= Work required =
Look through the material below. Copy each line that contains the string "Corregidora".

━━━━━━━━━━━━━━━━━━━━━━━━━━━━━━

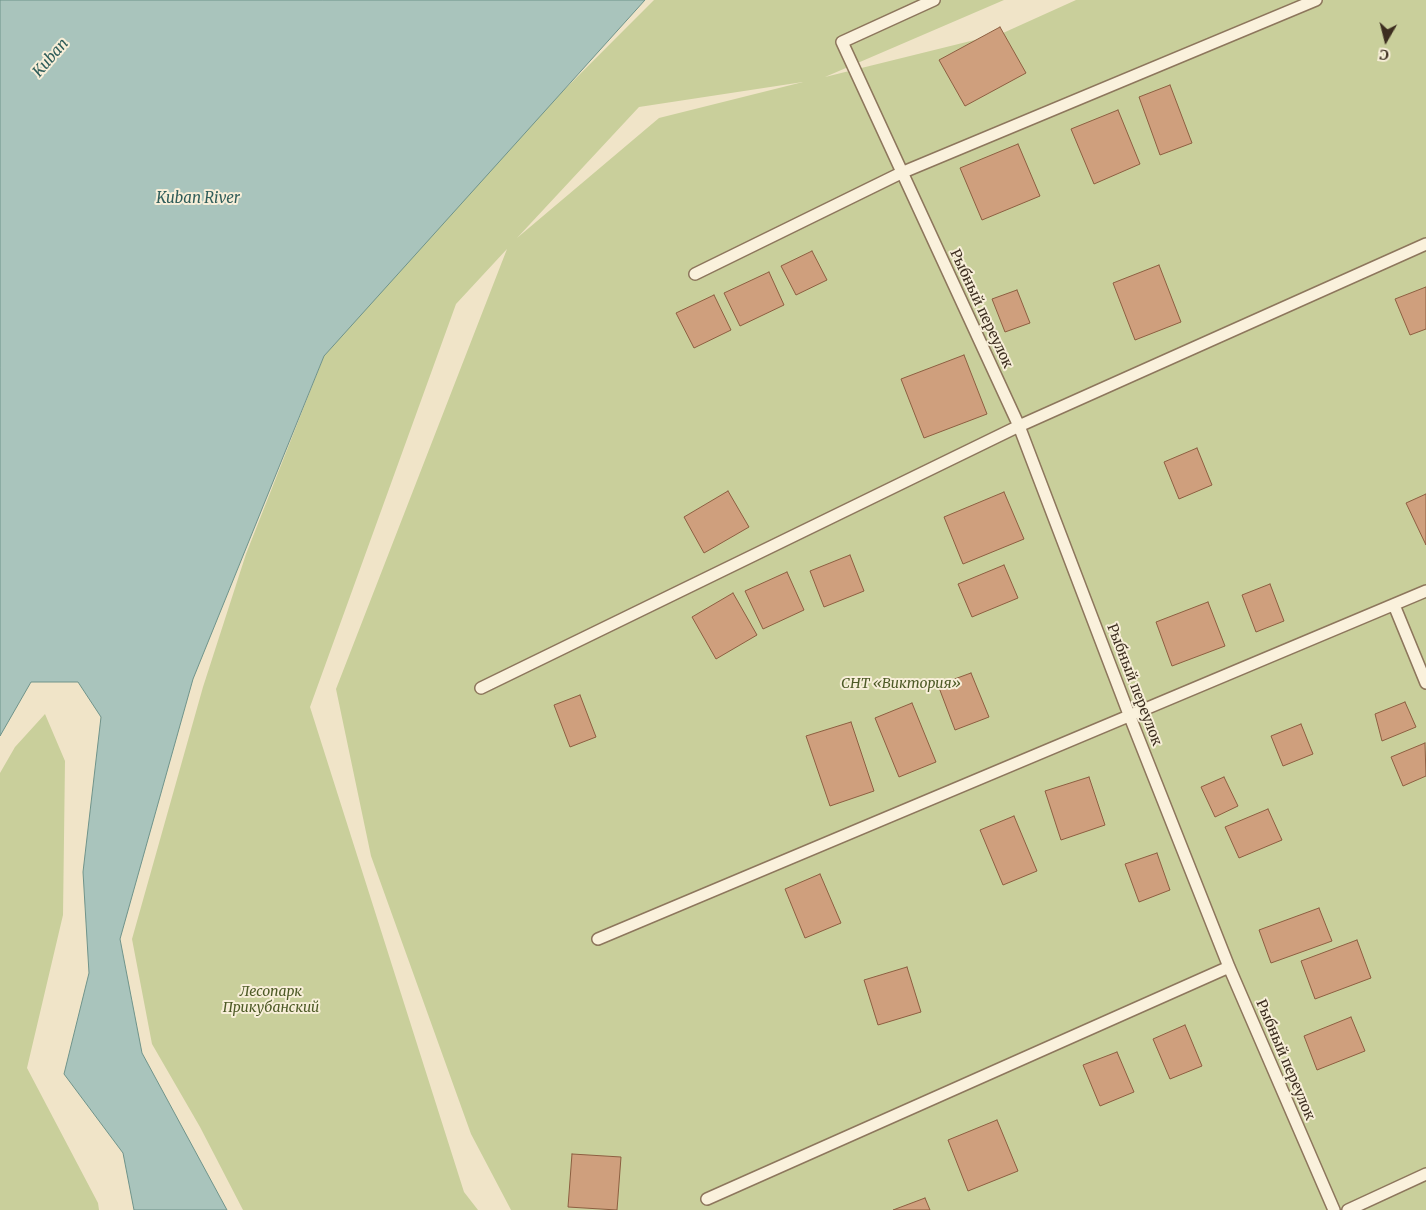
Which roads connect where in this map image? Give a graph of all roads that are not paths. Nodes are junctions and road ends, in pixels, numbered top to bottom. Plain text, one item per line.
1 (934, 0) edge
2 (1316, 0) edge
3 (901, 173) junction
4 (1426, 244) edge
5 (695, 274) dead end
6 (1018, 426) junction
7 (1426, 592) edge
8 (1394, 605) junction
9 (1426, 683) edge
10 (481, 688) dead end
11 (1130, 717) junction
12 (598, 939) dead end
13 (1229, 966) junction
14 (1426, 1174) edge
15 (707, 1199) dead end
16 (1334, 1210) edge
17 (1348, 1210) edge

1 - 3 lane, Рыбный переулок
2 - 3 lane
3 - 5 lane
3 - 6 lane, Рыбный переулок
4 - 6 lane
6 - 10 lane
6 - 11 lane, Рыбный переулок
7 - 8 lane
8 - 9 lane
8 - 11 lane
11 - 12 lane
11 - 13 lane, Рыбный переулок
13 - 15 lane
13 - 16 lane, Рыбный переулок
14 - 17 lane

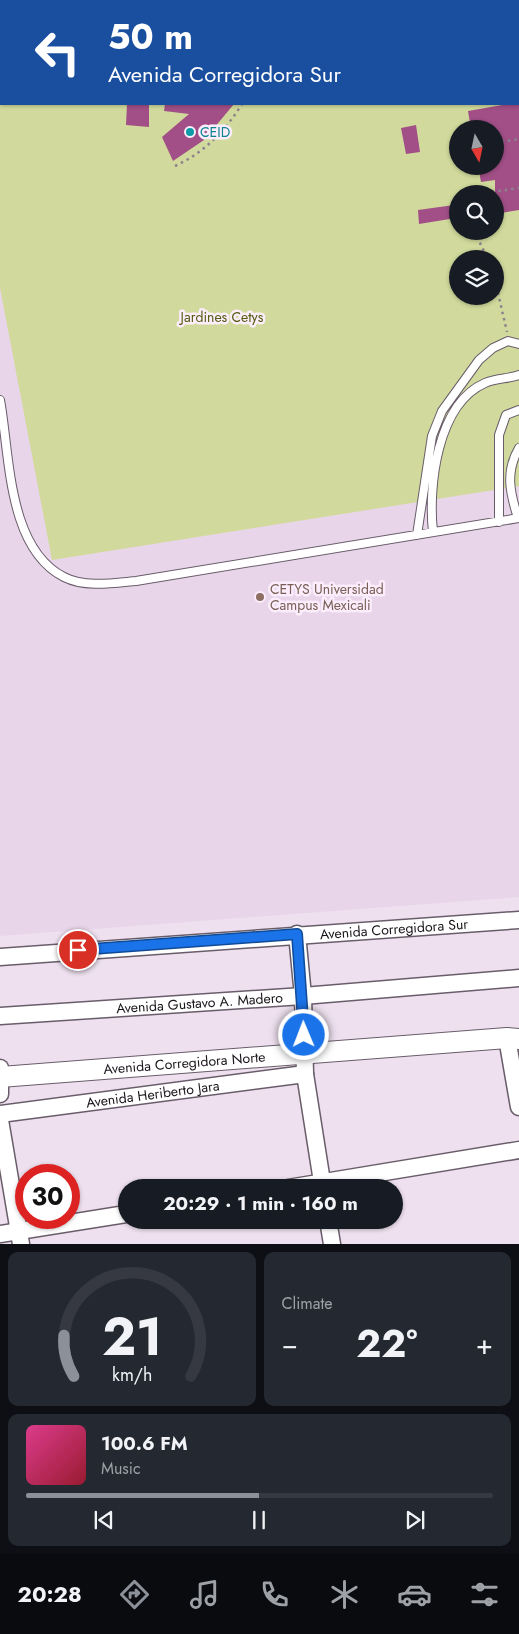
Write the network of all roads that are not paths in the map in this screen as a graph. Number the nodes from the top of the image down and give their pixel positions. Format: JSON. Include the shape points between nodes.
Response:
{"nodes":[{"id":1,"x":519,"y":344,"type":"edge"},
{"id":2,"x":519,"y":375,"type":"edge"},
{"id":3,"x":0,"y":400,"type":"edge"},
{"id":4,"x":519,"y":410,"type":"edge"},
{"id":5,"x":519,"y":448,"type":"edge"},
{"id":6,"x":518,"y":518,"type":"edge"},
{"id":7,"x":499,"y":522,"type":"junction"},
{"id":8,"x":433,"y":532,"type":"junction"},
{"id":9,"x":417,"y":535,"type":"junction"},
{"id":10,"x":519,"y":920,"type":"edge"},
{"id":11,"x":297,"y":934,"type":"junction"},
{"id":12,"x":0,"y":956,"type":"edge"},
{"id":13,"x":519,"y":978,"type":"edge"},
{"id":14,"x":303,"y":996,"type":"junction"},
{"id":15,"x":0,"y":1016,"type":"edge"},
{"id":16,"x":513,"y":1038,"type":"edge"},
{"id":17,"x":304,"y":1064,"type":"junction"},
{"id":18,"x":0,"y":1079,"type":"edge"},
{"id":19,"x":519,"y":1107,"type":"edge"},
{"id":20,"x":0,"y":1114,"type":"edge"},
{"id":21,"x":0,"y":1120,"type":"edge"},
{"id":22,"x":519,"y":1150,"type":"edge"},
{"id":23,"x":321,"y":1179,"type":"edge"},
{"id":24,"x":356,"y":1179,"type":"edge"},
{"id":25,"x":118,"y":1216,"type":"edge"},
{"id":26,"x":330,"y":1229,"type":"edge"},
{"id":27,"x":0,"y":1234,"type":"edge"},
{"id":28,"x":20,"y":1238,"type":"edge"},
{"id":29,"x":332,"y":1244,"type":"edge"}],
"edges":[{"from":1,"to":9,"type":"lane","via":[[508,341],[479,360],[442,411],[432,436]]},
{"from":2,"to":8,"type":"lane","via":[[484,383],[458,405],[444,431],[433,478]]},
{"from":3,"to":9,"type":"lane","via":[[12,495],[35,551],[64,578],[84,583],[136,580]]},
{"from":4,"to":7,"type":"lane","via":[[506,415],[499,435]]},
{"from":5,"to":6,"type":"lane","via":[[510,477],[510,492]]},
{"from":6,"to":7,"type":"lane"},
{"from":7,"to":8,"type":"lane"},
{"from":8,"to":9,"type":"lane"},
{"from":10,"to":11,"type":"street","name":"Avenida Corregidora Sur"},
{"from":11,"to":12,"type":"street","name":"Avenida Corregidora Sur"},
{"from":11,"to":14,"type":"street"},
{"from":13,"to":14,"type":"street","name":"Avenida Gustavo A. Madero"},
{"from":14,"to":15,"type":"street","name":"Avenida Gustavo A. Madero"},
{"from":14,"to":17,"type":"street"},
{"from":16,"to":17,"type":"street","name":"Avenida Corregidora Norte"},
{"from":16,"to":19,"type":"street"},
{"from":17,"to":18,"type":"street","name":"Avenida Corregidora Norte"},
{"from":17,"to":20,"type":"street","name":"Avenida Heriberto Jara"},
{"from":17,"to":23,"type":"street"},
{"from":21,"to":28,"type":"street"},
{"from":22,"to":24,"type":"street"},
{"from":25,"to":28,"type":"street"},
{"from":26,"to":29,"type":"street"},
{"from":27,"to":28,"type":"street"}]}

━━━━━━━━━━━━━━━━━━━━━━━━━━━━━━

= Reply =
{"from":10,"to":11,"type":"street","name":"Avenida Corregidora Sur"},
{"from":11,"to":12,"type":"street","name":"Avenida Corregidora Sur"},
{"from":16,"to":17,"type":"street","name":"Avenida Corregidora Norte"},
{"from":17,"to":18,"type":"street","name":"Avenida Corregidora Norte"},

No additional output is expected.